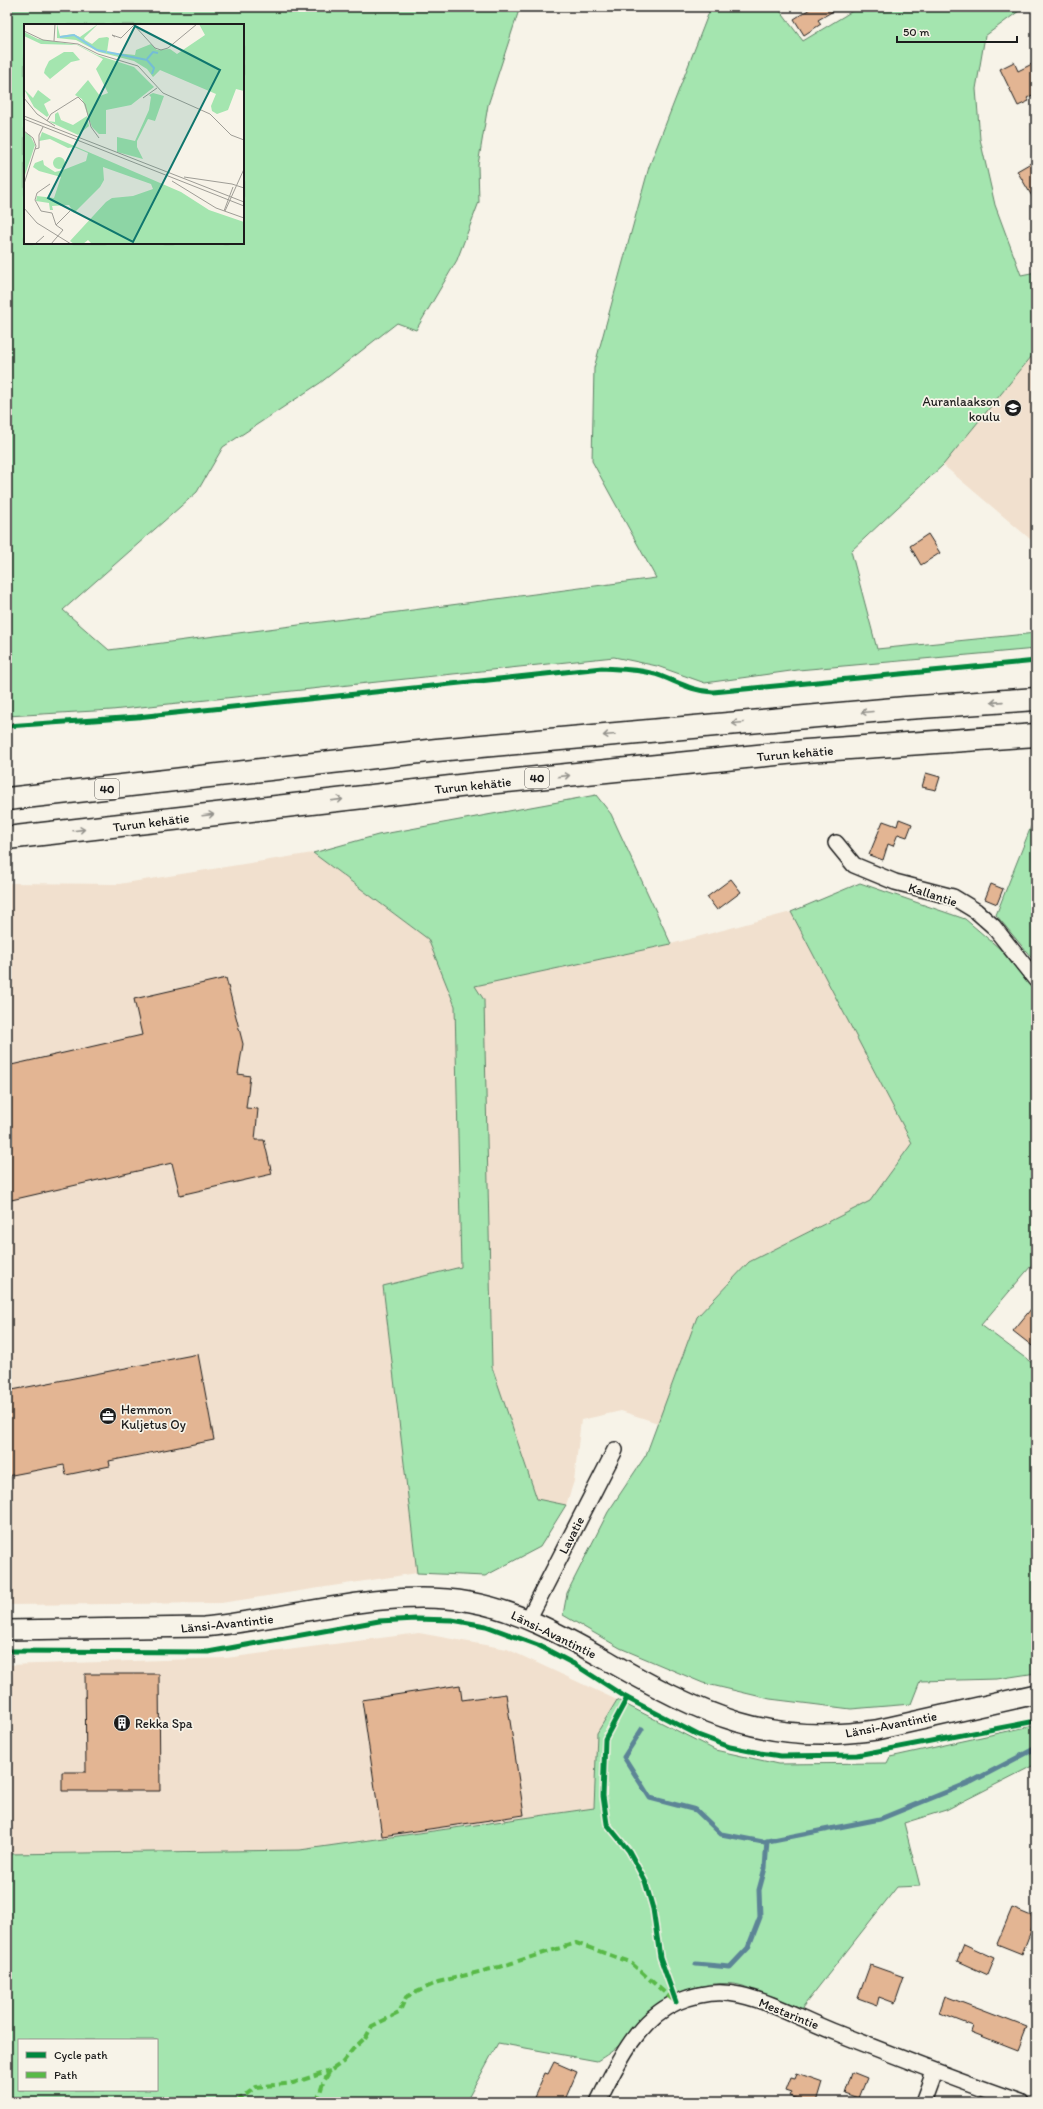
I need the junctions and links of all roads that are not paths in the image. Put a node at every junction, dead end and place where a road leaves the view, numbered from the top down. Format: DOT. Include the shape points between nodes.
graph roads {
  1 [pos="1036,699"];
  2 [pos="1036,735"];
  3 [pos="206,778"];
  4 [pos="7,784"];
  5 [pos="7,799"];
  6 [pos="40,834"];
  7 [pos="7,838"];
  8 [pos="7,842"];
  9 [pos="836,843"];
  10 [pos="1036,980"];
  11 [pos="615,1450"];
  12 [pos="528,1620"];
  13 [pos="7,1630"];
  14 [pos="1036,1694"];
  15 [pos="934,2072"];
  16 [pos="598,2102"];
  17 [pos="923,2102"];
  18 [pos="1020,2102"];
  1 -- 3 [label="highway, 40, one-way" via="906,708 437,750"];
  6 -- 2 [label="highway, Turun kehätie / 40, one-way" via="477,784 799,752"];
  3 -- 4 [label="highway"];
  3 -- 5 [label="highway, 40"];
  6 -- 7 [label="highway, Turun kehätie / 40"];
  6 -- 8 [label="highway"];
  9 -- 10 [label="street, Kallantie" via="854,865 895,882 953,897 976,911 993,926"];
  11 -- 12 [label="street, Lavatie"];
  12 -- 13 [label="street, Länsi-Avantintie" via="470,1602 405,1598 204,1627"];
  12 -- 14 [label="street, Länsi-Avantintie" via="706,1712 747,1726 777,1732 809,1734 876,1730"];
  15 -- 16 [label="street, Mestarintie" via="808,2022 770,2004 739,1994 718,1992 676,2002 654,2016 617,2064"];
  15 -- 17 [label="street"];
  15 -- 18 [label="street, Mestarintie"];
}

* Task to carry out:
Give every line above again exactly, omitting whatever pictures appear.

* Task response:
I need the junctions and links of all roads that are not paths in the image. Put a node at every junction, dead end and place where a road leaves the view, numbered from the top down. Format: DOT. Include the shape points between nodes.
graph roads {
  1 [pos="1036,699"];
  2 [pos="1036,735"];
  3 [pos="206,778"];
  4 [pos="7,784"];
  5 [pos="7,799"];
  6 [pos="40,834"];
  7 [pos="7,838"];
  8 [pos="7,842"];
  9 [pos="836,843"];
  10 [pos="1036,980"];
  11 [pos="615,1450"];
  12 [pos="528,1620"];
  13 [pos="7,1630"];
  14 [pos="1036,1694"];
  15 [pos="934,2072"];
  16 [pos="598,2102"];
  17 [pos="923,2102"];
  18 [pos="1020,2102"];
  1 -- 3 [label="highway, 40, one-way" via="906,708 437,750"];
  6 -- 2 [label="highway, Turun kehätie / 40, one-way" via="477,784 799,752"];
  3 -- 4 [label="highway"];
  3 -- 5 [label="highway, 40"];
  6 -- 7 [label="highway, Turun kehätie / 40"];
  6 -- 8 [label="highway"];
  9 -- 10 [label="street, Kallantie" via="854,865 895,882 953,897 976,911 993,926"];
  11 -- 12 [label="street, Lavatie"];
  12 -- 13 [label="street, Länsi-Avantintie" via="470,1602 405,1598 204,1627"];
  12 -- 14 [label="street, Länsi-Avantintie" via="706,1712 747,1726 777,1732 809,1734 876,1730"];
  15 -- 16 [label="street, Mestarintie" via="808,2022 770,2004 739,1994 718,1992 676,2002 654,2016 617,2064"];
  15 -- 17 [label="street"];
  15 -- 18 [label="street, Mestarintie"];
}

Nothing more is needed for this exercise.